HAHAHAHA!!! You’re like the gay friend that the girls turn to for advice! Not that that’s a bad thing though! HAHAHAHAHA!!! Seriously though girls are whacked out! I don’t get them 95% of the time, ask my wife about that one. We’re moving so I spend about 12 hours moving stuff back and forth between apartments when Jessie gets home. Does she see all the work that I had been doing that day? NO! She’s sees the big mess in her family room! You win some you lose some what can you do!
Wow, thanks Garrett… that makes me feel so great.
Ironically, a few weeks ago, one of those girls told me I was like one of her best girlfriends. I got pretty worked up about it.
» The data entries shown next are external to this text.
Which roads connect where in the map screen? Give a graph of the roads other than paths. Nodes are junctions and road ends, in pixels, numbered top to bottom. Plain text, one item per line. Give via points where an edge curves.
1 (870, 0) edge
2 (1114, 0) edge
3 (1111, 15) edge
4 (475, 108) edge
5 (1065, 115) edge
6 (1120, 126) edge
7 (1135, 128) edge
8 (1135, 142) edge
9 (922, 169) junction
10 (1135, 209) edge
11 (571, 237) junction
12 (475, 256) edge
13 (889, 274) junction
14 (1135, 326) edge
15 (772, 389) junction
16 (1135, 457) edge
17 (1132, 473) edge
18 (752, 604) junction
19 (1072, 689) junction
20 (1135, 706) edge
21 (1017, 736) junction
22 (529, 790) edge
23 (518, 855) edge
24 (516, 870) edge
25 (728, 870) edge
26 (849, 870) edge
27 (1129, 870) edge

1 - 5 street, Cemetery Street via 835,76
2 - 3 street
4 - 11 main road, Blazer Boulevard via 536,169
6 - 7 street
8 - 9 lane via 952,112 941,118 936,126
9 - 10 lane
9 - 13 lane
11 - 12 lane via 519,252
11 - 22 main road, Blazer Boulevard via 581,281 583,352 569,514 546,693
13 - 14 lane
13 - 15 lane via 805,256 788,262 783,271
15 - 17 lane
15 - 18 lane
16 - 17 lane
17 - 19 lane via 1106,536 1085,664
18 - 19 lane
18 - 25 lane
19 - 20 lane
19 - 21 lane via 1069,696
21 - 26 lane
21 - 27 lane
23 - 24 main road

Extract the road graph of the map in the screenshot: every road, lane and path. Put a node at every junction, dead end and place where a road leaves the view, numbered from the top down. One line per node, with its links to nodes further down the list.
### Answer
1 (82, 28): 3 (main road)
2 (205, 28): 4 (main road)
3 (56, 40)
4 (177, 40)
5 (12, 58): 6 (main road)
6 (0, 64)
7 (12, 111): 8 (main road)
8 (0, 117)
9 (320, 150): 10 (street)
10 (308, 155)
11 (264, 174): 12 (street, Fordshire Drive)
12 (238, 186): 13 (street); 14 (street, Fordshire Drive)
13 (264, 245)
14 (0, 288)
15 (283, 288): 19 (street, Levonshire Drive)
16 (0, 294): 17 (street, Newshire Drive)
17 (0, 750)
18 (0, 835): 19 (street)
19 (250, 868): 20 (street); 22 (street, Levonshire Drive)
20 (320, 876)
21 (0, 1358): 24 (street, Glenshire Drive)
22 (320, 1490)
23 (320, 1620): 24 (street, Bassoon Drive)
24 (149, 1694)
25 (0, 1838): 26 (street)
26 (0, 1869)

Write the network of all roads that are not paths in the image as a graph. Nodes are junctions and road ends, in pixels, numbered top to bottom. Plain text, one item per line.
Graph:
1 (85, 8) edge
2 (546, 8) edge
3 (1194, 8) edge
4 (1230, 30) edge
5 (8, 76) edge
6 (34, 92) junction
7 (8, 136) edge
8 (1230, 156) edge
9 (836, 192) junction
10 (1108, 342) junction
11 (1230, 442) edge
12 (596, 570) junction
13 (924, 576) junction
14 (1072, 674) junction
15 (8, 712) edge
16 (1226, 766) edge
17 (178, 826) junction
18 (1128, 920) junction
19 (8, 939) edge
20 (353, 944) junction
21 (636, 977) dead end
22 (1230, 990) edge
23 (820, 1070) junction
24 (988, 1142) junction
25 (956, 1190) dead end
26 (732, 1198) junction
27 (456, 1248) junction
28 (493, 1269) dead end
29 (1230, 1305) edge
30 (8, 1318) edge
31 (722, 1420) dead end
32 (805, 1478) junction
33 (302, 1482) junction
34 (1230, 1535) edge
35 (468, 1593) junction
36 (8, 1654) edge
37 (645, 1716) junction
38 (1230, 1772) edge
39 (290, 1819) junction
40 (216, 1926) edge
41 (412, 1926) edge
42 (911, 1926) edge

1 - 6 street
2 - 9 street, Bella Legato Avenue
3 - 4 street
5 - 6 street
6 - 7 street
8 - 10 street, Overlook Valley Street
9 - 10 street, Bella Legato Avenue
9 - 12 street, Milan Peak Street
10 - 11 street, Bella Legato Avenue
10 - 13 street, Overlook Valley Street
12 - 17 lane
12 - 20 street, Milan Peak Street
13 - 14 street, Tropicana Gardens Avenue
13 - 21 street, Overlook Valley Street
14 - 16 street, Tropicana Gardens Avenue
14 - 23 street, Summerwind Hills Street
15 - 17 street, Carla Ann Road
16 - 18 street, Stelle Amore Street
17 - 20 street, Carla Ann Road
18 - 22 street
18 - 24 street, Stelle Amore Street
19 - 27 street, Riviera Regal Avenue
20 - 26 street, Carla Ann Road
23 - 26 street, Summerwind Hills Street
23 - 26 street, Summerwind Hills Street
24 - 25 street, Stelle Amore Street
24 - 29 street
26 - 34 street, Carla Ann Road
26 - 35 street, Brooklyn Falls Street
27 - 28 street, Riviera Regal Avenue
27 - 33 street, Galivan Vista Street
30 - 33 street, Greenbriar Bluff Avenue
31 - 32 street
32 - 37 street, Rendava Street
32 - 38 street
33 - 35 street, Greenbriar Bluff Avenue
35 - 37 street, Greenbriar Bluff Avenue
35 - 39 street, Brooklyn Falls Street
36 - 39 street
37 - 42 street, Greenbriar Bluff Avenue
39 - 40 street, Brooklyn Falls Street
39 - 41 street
NOT COOL to call a dude a ‘girlfriend.’ She feels pretty bad about it though so… well… whatever.
you may never understand them, but i like to laugh at them now. by them i mean her, and i don’t think she likes it, but she still tells me that she loves me every night. so maybe you should mock them more often?
You have a “Husband Material Resume”?!!
That would be a cool post
Agreed Mark… thanks for the idea!
I’m a girl and even I get nauseous and uncomfortable when the squeeling starts. That’s why I’m ‘one of the guys’. Sorry you’re the hetero-sexual gay best friend. That sucks!
[...] was reading a friend’s blog the other day, and he had posted something about the tortures of being one of the girls. After [...]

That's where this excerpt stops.